Stored records:
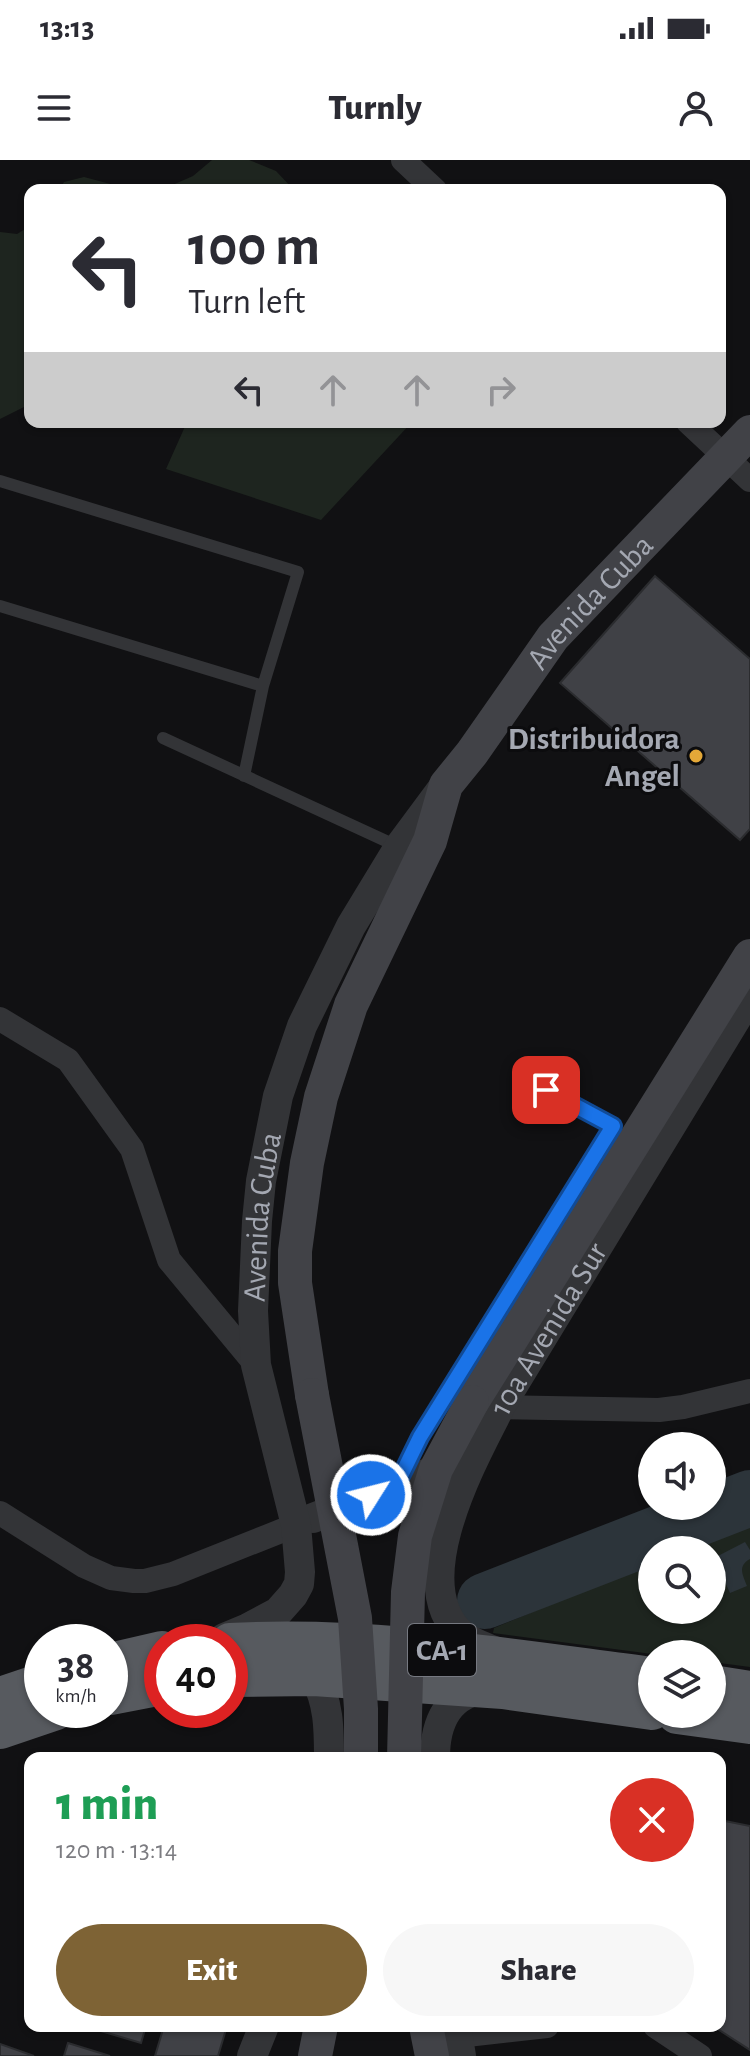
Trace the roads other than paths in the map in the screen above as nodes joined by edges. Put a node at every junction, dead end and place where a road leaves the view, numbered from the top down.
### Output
1 (403, 160) edge
2 (429, 184) edge
3 (695, 428) edge
4 (750, 432) edge
5 (738, 468) edge
6 (0, 481) edge
7 (0, 606) edge
8 (263, 686) junction
9 (163, 738) dead end
10 (244, 776) junction
11 (446, 785) junction
12 (399, 847) junction
13 (750, 956) edge
14 (750, 996) edge
15 (0, 1019) edge
16 (546, 1090) dead end
17 (256, 1365) junction
18 (750, 1391) edge
19 (486, 1404) junction
20 (476, 1454) junction
21 (396, 1486) junction
22 (0, 1513) edge
23 (296, 1525) junction
24 (248, 1628) edge
25 (248, 1642) edge
26 (506, 1674) junction
27 (314, 1676) junction
28 (248, 1677) edge
29 (638, 1677) edge
30 (726, 1687) edge
31 (24, 1689) edge
32 (750, 1691) edge
33 (0, 1697) edge
34 (638, 1707) edge
35 (24, 1721) edge
36 (726, 1721) edge
37 (750, 1724) edge
38 (0, 1729) edge
39 (329, 1752) edge
40 (361, 1752) edge
41 (404, 1752) edge
42 (435, 1752) edge
43 (262, 2032) edge
44 (320, 2032) edge
45 (504, 2032) edge
46 (664, 2032) edge
47 (446, 2040) edge
48 (252, 2056) edge
49 (315, 2056) edge
50 (700, 2056) edge

1 - 2 street
3 - 5 street
4 - 5 main road, Avenida Cuba
5 - 11 main road, Avenida Cuba
6 - 8 lane
7 - 8 lane
8 - 10 lane
9 - 10 lane
10 - 12 lane
11 - 12 street, Avenida Cuba
11 - 40 main road, Avenida Cuba, bridge
12 - 17 street, Avenida Cuba
13 - 19 main road, 10a Avenida Sur
14 - 19 street, 10a Avenida Sur
15 - 17 street
16 - 21 lane
17 - 23 street, Avenida Cuba
18 - 19 street
19 - 20 street, 10a Avenida Sur
19 - 41 main road, 10a Avenida Sur, bridge
20 - 21 street
20 - 26 street, 10a Avenida Sur
21 - 23 street
22 - 23 street
23 - 24 street, Avenida Cuba
25 - 26 highway, CA-1
26 - 27 highway, CA-1
26 - 29 highway, CA-1
26 - 34 highway, CA-1
26 - 42 street
27 - 28 highway, CA-1
27 - 39 street
30 - 32 highway
31 - 33 highway
35 - 38 highway
36 - 37 highway
43 - 48 street
44 - 49 main road
45 - 47 street
46 - 50 street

Task item: Provide the count of lines holding the word "lane" in these entries, and no other words.

Reply to the exercise: 6